残業が多いことや、休日出勤がある、有給が取得しにくいという状況なら、誰もが「仕事が辛い」と思うでしょう。
中には求人票の記載と違う、面接で聞いていた条件と違うケースもあり、「そんなはずではなかった」という思いから不満を抱え、退職を決めるということが多いようです。
労働条件は、自分の努力ではどうしようもない部分です。
もし「これ以上ここで働けない」と感じているなら早めに退職を決めるのがいいかもしれません。
自分のスキルを発揮でき、より快適に働ける環境への転職を検討しましょう。
(2)会社の将来が不安
「会社の将来が不安」というのも退職理由として挙げられています。
とくに厚生労働省の雇用動向調査結果(令和4年)によると男性の25〜29歳では9.2%とその1割近くが会社の将来に不安を感じて退職したようです。
将来性が不安な会社は、給料も上がりづらくリストラされる不安もあります。
最悪の場合、会社の業績が悪化し倒産することもあるかもしれません。
会社の将来性に不安を感じる場合は、業界の動向や会社の経営方針を入念に調べ、不安を払拭できないのであれば、転職を考えてみましょう。
20代はキャリアアップ転職に期待できるため、より安定したキャリアを築くことにつながります。
(3)給料等収入が少ない
収入が少ないことも退職する理由としては多いです。
厚生労働省の雇用動向調査結果(令和4年)によると男女ともに前年差でポイントが減っているものの、25〜29歳では、男性の8.5%、女性の9.8%が「給料等収入が少なかった」という理由で退職しています。
とくに仕事に対して給料が見合わない場合、報われないと感じやすくなります。
仕事に対する満足感が得られず、モチベーションが低下し、結果的に「仕事を辞めたい」と感じることも多いです。
たとえ職場環境がよくても、給料の低さは仕事を続ける上での大きな障壁となるといえます。
給料が低いと感じた時にやるべきことは、以下の記事を参考にしてください。
関連記事:給料が低いと感じる20代の方必見!給料アップのためにやるべきこと5つ
(4)職場の人間関係が良くない
退職理由として、「給料等収入が少なかった」とほぼ同じくらいの割合で多かったのが、「職場の人間関係が好ましくなかった」です。
厚生労働省の雇用動向調査結果(令和4年)によると職場の人間関係が理由の退職は、男性の25〜29歳では3番目に多く、女性の20〜24歳では2番目に多くなっています。
当社のアンケート調査でも、前職を辞めた理由の3位が職場の雰囲気・人間関係によるものです。
一日の大半を過ごす職場での人間関係が良くない場合、過剰に気を遣ったりストレスを感じやすくなります。

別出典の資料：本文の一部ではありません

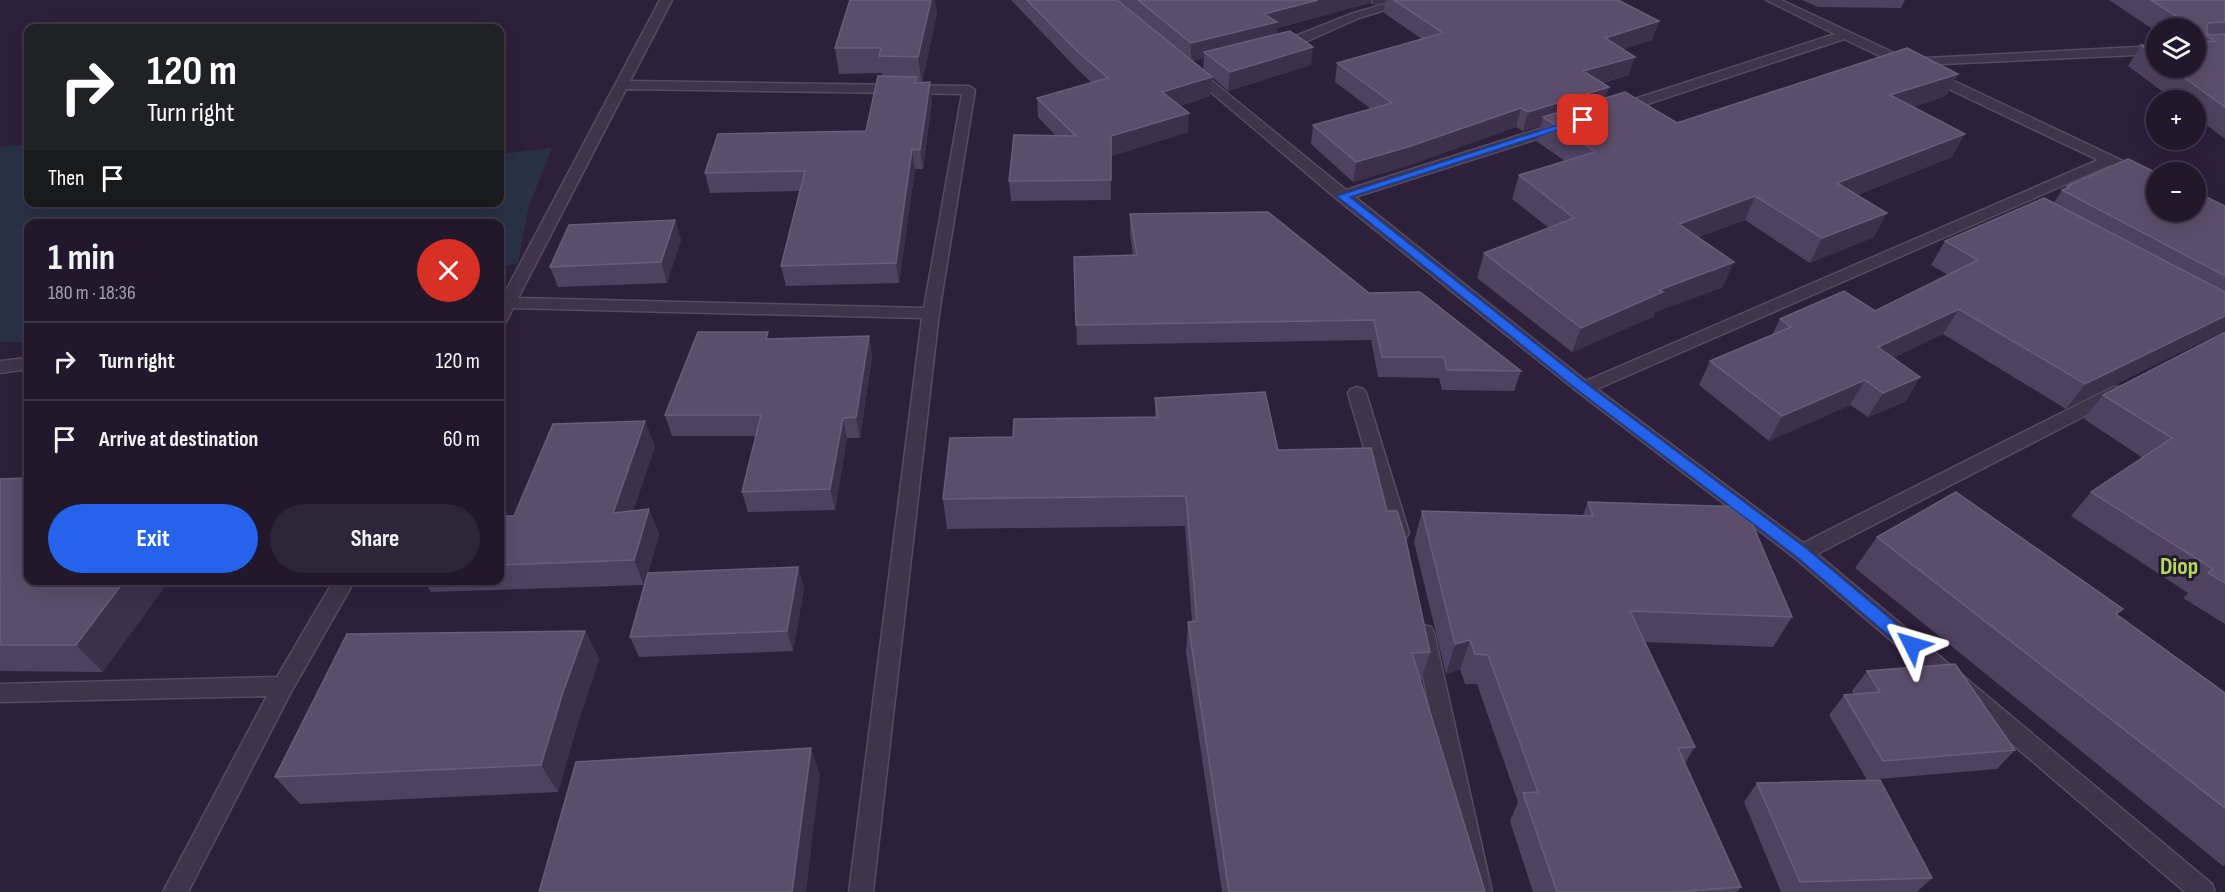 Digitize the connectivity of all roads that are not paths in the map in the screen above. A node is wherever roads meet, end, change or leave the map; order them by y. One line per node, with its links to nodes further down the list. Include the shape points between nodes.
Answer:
1 (666, 0): 9 (street)
2 (1411, 0): 5 (street)
3 (1772, 0): 4 (street)
4 (1847, 34): 7 (street); 10 (street)
5 (1267, 48)
6 (2146, 51): 7 (street)
7 (1906, 63): 12 (street)
8 (1189, 65): 14 (street)
9 (621, 85): 17 (street); 18 (street, via 969,90)
10 (1608, 112)
11 (1573, 123): 14 (street)
12 (2109, 160): 13 (street); 15 (street)
13 (2146, 177)
14 (1342, 196): 22 (street)
15 (2010, 203): 16 (street); 22 (street)
16 (2030, 214)
17 (504, 303): 18 (street)
18 (931, 313): 31 (street)
19 (24, 364): 20 (street)
20 (0, 367)
21 (2130, 386): 24 (street)
22 (1584, 388): 24 (street)
23 (1357, 393): 25 (street)
24 (1802, 553): 33 (street)
25 (1406, 555)
26 (342, 585): 28 (street)
27 (1419, 612): 32 (street)
28 (283, 686): 29 (street); 30 (street)
29 (0, 693)
30 (175, 892)
31 (861, 892)
32 (1480, 892)
33 (2203, 892) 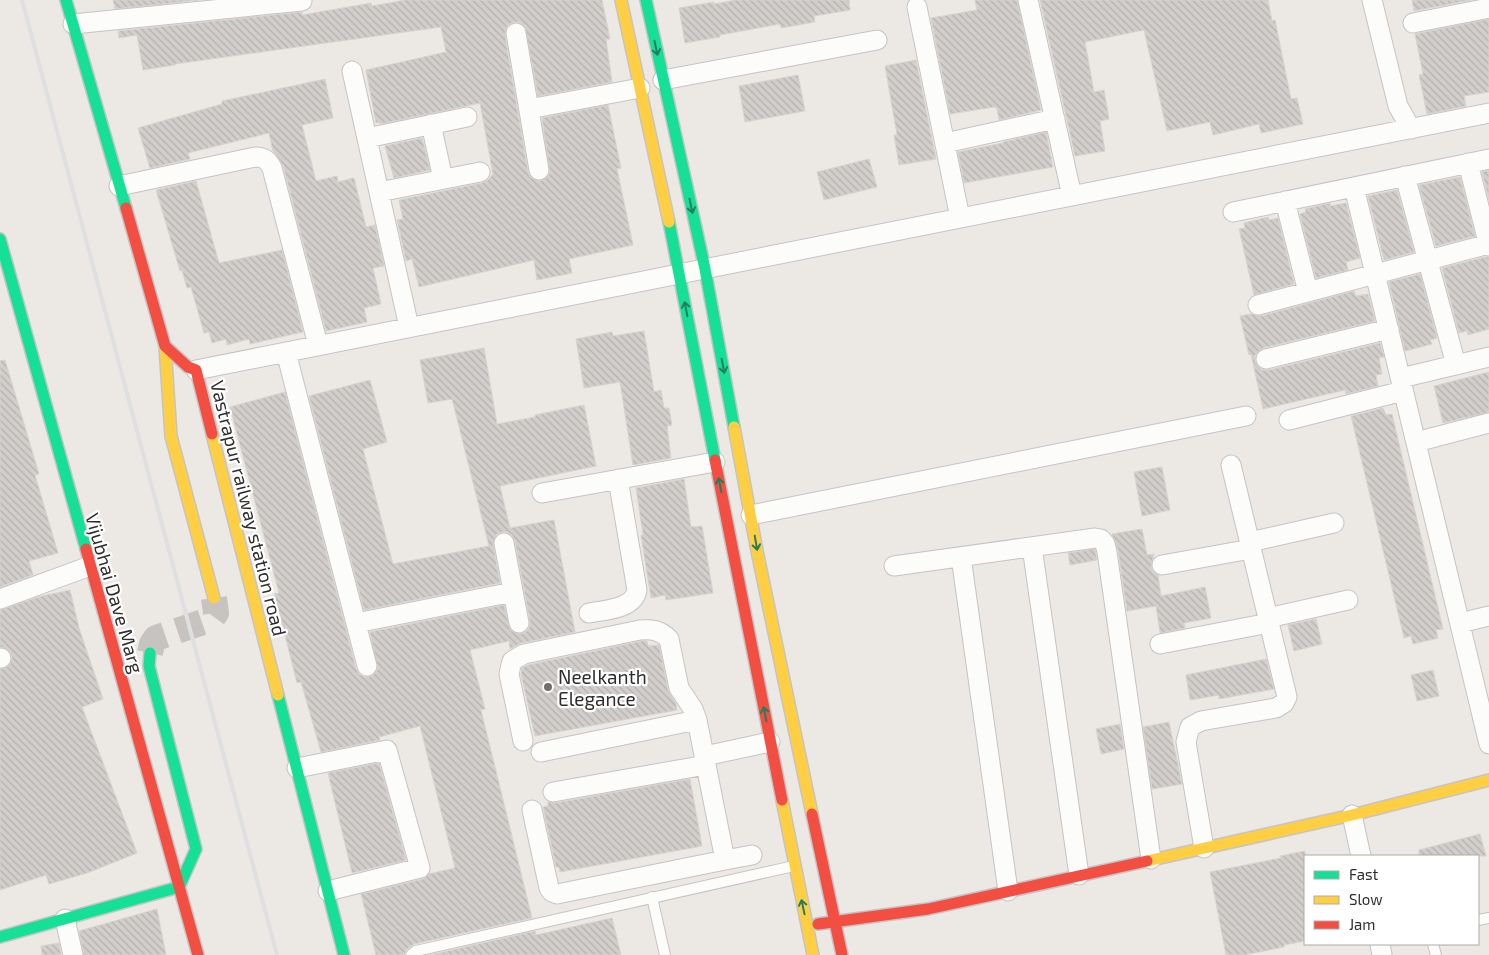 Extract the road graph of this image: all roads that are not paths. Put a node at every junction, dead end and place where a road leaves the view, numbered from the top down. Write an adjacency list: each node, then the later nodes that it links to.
1 (66, 0): 10 (street)
2 (621, 0): 15 (street)
3 (646, 0): 14 (street, one-way to 14)
4 (1028, 0): 19 (street)
5 (1372, 0): 21 (street)
6 (302, 1): 10 (street)
7 (917, 7): 23 (street)
8 (1489, 8): 9 (street)
9 (1413, 23)
10 (73, 24): 30 (street)
11 (516, 33): 16 (street)
12 (877, 40): 14 (street)
13 (352, 71): 22 (street)
14 (664, 80): 40 (street, one-way to 40)
15 (640, 88): 16 (street); 41 (street)
16 (529, 109): 26 (street)
17 (1489, 113): 21 (street)
18 (467, 117): 20 (street)
19 (1055, 119): 23 (street); 33 (street)
20 (431, 124): 22 (street); 29 (street)
21 (1411, 128): 33 (street)
22 (367, 138): 32 (street)
23 (945, 143): 36 (street)
24 (1489, 159): 25 (street)
25 (1468, 163): 28 (street); 38 (street)
26 (539, 170)
27 (480, 172): 29 (street)
28 (1405, 176): 31 (street); 39 (street)
29 (443, 179): 32 (street)
30 (119, 186): 49 (street); 50 (street)
31 (1354, 187): 34 (street); 42 (street)
32 (379, 192): 47 (street)
33 (1072, 196): 36 (street)
34 (1285, 201): 35 (street); 43 (street)
35 (1233, 212)
36 (960, 218): 40 (street)
37 (0, 240): 46 (street, Vijubhai Dave Marg)
38 (1489, 245): 39 (street)
39 (1427, 260): 42 (street); 54 (street)
40 (705, 269): 41 (street); 65 (street, one-way to 65)
41 (680, 273): 47 (street); 61 (street, one-way to 41)
42 (1375, 274): 43 (street); 48 (street)
43 (1308, 292): 45 (street)
44 (0, 301): 46 (street)
45 (1258, 305)
46 (19, 312): 72 (street, Vijubhai Dave Marg)
47 (409, 327): 49 (street)
48 (1388, 329): 53 (street); 56 (street)
49 (318, 345): 51 (street)
50 (164, 346): 55 (street, Vastrapur railway station road); 75 (street)
51 (286, 352): 55 (street); 81 (street)
52 (1489, 357): 54 (street)
53 (1266, 360)
54 (1456, 365): 56 (street)
55 (196, 370): 94 (street, Vastrapur railway station road)
56 (1402, 385): 58 (street); 60 (street)
57 (1246, 416): 65 (street)
58 (1289, 420)
59 (1489, 423): 60 (street)
60 (1416, 442): 83 (street)
61 (715, 462): 63 (street); 90 (street, one-way to 61)
62 (1231, 465): 68 (street)
63 (618, 479): 64 (street); 78 (street)
64 (542, 492)
65 (751, 516): 111 (street, one-way to 111)
66 (1334, 523): 68 (street)
67 (504, 543): 74 (street)
68 (1250, 546): 71 (street); 80 (street)
69 (1032, 547): 70 (street); 102 (street); 105 (street)
70 (960, 557): 73 (street); 108 (street)
71 (1162, 565)
72 (90, 566): 76 (street); 106 (street, Vijubhai Dave Marg)
73 (894, 566)
74 (513, 592): 81 (street); 82 (street)
75 (214, 598)
76 (0, 600)
77 (1348, 600): 80 (street)
78 (589, 613)
79 (1489, 616): 83 (street)
80 (1269, 620): 84 (street); 99 (street)
81 (356, 623): 86 (street)
82 (519, 623)
83 (1460, 623): 87 (street)
84 (1160, 644)
85 (150, 653): 106 (street)
86 (367, 666)
87 (1481, 679): 91 (street)
88 (697, 720): 89 (street); 92 (street); 93 (street)
89 (523, 741)
90 (770, 742): 93 (street); 104 (street)
91 (1489, 744)
92 (541, 752)
93 (706, 760): 96 (street); 103 (street)
94 (297, 768): 107 (street, Vastrapur railway station road); 107 (street)
95 (1489, 780): 98 (street)
96 (553, 792)
97 (532, 810): 103 (street)
98 (1352, 815): 99 (street); 101 (street)
99 (1204, 848): 102 (street)
100 (752, 855): 103 (street)
101 (1361, 855)
102 (1151, 859): 105 (street)
103 (725, 860)
104 (795, 866): 109 (lane); 112 (street, one-way to 104)
105 (1079, 875): 108 (street)
106 (179, 887): 110 (street); 115 (street, Vijubhai Dave Marg)
107 (328, 891): 116 (street, Vastrapur railway station road)
108 (1008, 892): 111 (street)
109 (652, 897): 117 (lane); 118 (lane)
110 (65, 919): 113 (street); 114 (street)
111 (835, 921): 112 (street); 120 (street)
112 (807, 925): 119 (street)
113 (0, 937)
114 (73, 955)
115 (198, 955)
116 (344, 955)
117 (411, 955)
118 (665, 955)
119 (813, 955)
120 (842, 955)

仕事だと思い割り切るのも大切ですが、自分の許容範囲を超えるとメンタルを含めた健康面に影響を及ぼします。
また、信頼できる上司や同僚に相談する、部署異動を希望するといった方法もありますが、改善が難しい場合は、心身の健康を守るためにも早めに見切りをつけるのが最善です。
【年収+60万円】保育士からWebコンサルティングの営業へ転職した塩見さんへの1日密着
まとめ
20代で次を決めずに退職を考えている場合は、転職市場での有利さを利用しながらも事前にきちんとキャリアプランを見直し対策しておくことが大切です。
ただ無職期間を長引かせていると、生活を維持するのが難しくなるだけでなく、履歴にブランクができることで転職にも影響するからです。
退職後に後悔しないためにも、今のうちに将来どのようなキャリアを築きたいのかを考え、やりたいことがあるのなら事前に準備を進めておくようにしましょう。